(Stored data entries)
◇ ◇ ◇ ◇ ◇ ◇ ◇

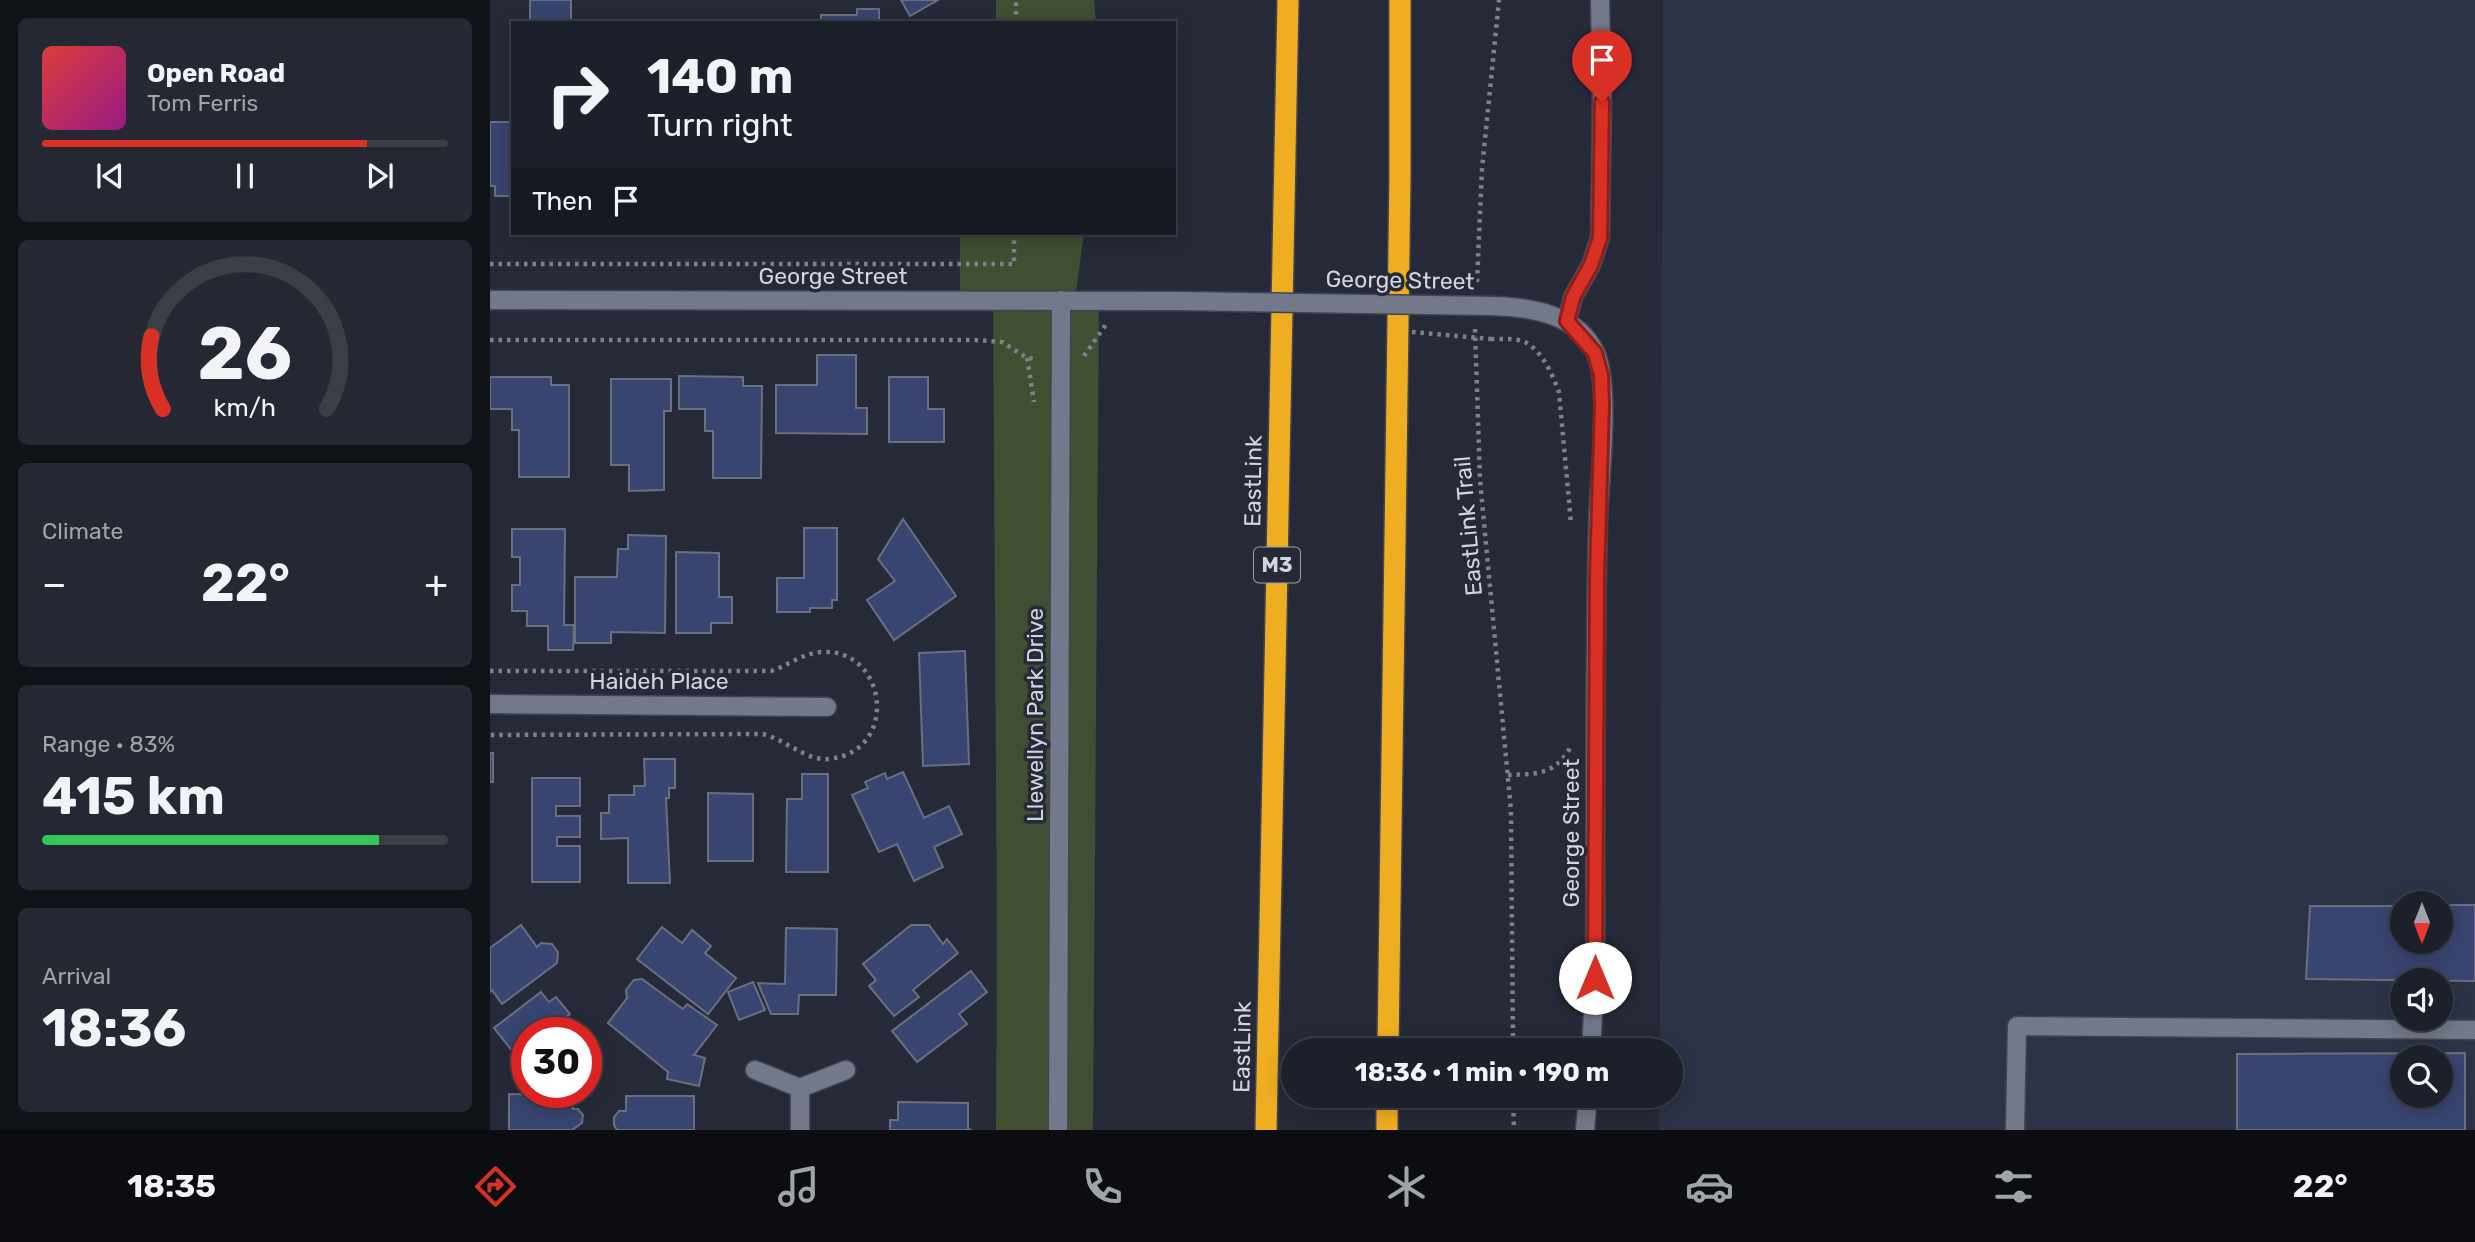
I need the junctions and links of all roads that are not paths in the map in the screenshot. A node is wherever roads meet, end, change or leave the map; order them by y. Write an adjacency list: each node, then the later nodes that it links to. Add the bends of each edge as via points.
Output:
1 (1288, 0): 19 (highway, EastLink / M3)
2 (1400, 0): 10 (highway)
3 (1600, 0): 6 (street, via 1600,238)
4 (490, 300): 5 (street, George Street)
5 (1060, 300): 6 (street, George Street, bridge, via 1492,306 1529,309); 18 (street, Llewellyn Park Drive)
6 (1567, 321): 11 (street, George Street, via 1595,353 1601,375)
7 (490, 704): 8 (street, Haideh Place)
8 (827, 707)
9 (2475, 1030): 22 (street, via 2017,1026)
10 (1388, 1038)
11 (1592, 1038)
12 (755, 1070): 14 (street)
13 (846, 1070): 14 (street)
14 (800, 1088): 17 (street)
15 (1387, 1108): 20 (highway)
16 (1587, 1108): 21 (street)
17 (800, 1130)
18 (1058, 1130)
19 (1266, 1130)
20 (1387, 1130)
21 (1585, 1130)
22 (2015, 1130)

◇ ◇ ◇ ◇ ◇ ◇ ◇

## [TASK]
The data must be printed exactly, image-free.

## [ANSWER TO THE EXERCISE]
I need the junctions and links of all roads that are not paths in the map in the screenshot. A node is wherever roads meet, end, change or leave the map; order them by y. Write an adjacency list: each node, then the later nodes that it links to. Add the bends of each edge as via points.
Output:
1 (1288, 0): 19 (highway, EastLink / M3)
2 (1400, 0): 10 (highway)
3 (1600, 0): 6 (street, via 1600,238)
4 (490, 300): 5 (street, George Street)
5 (1060, 300): 6 (street, George Street, bridge, via 1492,306 1529,309); 18 (street, Llewellyn Park Drive)
6 (1567, 321): 11 (street, George Street, via 1595,353 1601,375)
7 (490, 704): 8 (street, Haideh Place)
8 (827, 707)
9 (2475, 1030): 22 (street, via 2017,1026)
10 (1388, 1038)
11 (1592, 1038)
12 (755, 1070): 14 (street)
13 (846, 1070): 14 (street)
14 (800, 1088): 17 (street)
15 (1387, 1108): 20 (highway)
16 (1587, 1108): 21 (street)
17 (800, 1130)
18 (1058, 1130)
19 (1266, 1130)
20 (1387, 1130)
21 (1585, 1130)
22 (2015, 1130)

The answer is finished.